■ MATERIAL TO PROCESS ■
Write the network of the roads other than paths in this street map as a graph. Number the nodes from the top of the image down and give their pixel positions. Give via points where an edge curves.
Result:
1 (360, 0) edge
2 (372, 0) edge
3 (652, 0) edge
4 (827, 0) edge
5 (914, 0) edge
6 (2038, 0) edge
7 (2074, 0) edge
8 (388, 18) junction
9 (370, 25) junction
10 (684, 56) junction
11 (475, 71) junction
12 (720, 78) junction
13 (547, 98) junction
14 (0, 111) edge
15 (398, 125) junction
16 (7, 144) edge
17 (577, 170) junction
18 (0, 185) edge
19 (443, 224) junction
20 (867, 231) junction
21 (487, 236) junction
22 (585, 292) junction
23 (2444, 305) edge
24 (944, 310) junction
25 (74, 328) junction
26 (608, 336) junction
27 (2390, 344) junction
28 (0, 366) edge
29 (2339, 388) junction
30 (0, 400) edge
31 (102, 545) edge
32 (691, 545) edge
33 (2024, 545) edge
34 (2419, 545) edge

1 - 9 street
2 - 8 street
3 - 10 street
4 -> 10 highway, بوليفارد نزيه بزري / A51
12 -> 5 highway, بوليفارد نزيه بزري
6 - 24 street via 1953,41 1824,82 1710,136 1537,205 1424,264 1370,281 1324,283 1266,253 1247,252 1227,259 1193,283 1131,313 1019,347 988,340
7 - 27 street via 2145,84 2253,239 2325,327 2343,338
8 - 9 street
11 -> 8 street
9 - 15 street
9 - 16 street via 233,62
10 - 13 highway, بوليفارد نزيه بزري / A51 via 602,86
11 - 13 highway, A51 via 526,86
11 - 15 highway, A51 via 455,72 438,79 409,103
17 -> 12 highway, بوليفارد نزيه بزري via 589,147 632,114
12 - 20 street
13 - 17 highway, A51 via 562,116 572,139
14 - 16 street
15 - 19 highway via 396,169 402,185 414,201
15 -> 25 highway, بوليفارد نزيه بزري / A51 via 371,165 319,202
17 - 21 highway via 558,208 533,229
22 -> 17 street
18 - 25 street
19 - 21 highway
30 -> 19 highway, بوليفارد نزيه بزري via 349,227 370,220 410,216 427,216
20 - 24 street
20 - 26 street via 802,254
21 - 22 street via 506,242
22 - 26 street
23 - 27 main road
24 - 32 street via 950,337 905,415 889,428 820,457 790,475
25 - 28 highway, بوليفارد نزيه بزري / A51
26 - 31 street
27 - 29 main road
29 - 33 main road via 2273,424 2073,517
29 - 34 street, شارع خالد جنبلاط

■ TASK BRIEF ■
Find the word "بزري" in the listing above. Copy each line where it appears.

■ TASK ANSWER ■
4 -> 10 highway, بوليفارد نزيه بزري / A51
12 -> 5 highway, بوليفارد نزيه بزري
10 - 13 highway, بوليفارد نزيه بزري / A51 via 602,86
17 -> 12 highway, بوليفارد نزيه بزري via 589,147 632,114
15 -> 25 highway, بوليفارد نزيه بزري / A51 via 371,165 319,202
30 -> 19 highway, بوليفارد نزيه بزري via 349,227 370,220 410,216 427,216
25 - 28 highway, بوليفارد نزيه بزري / A51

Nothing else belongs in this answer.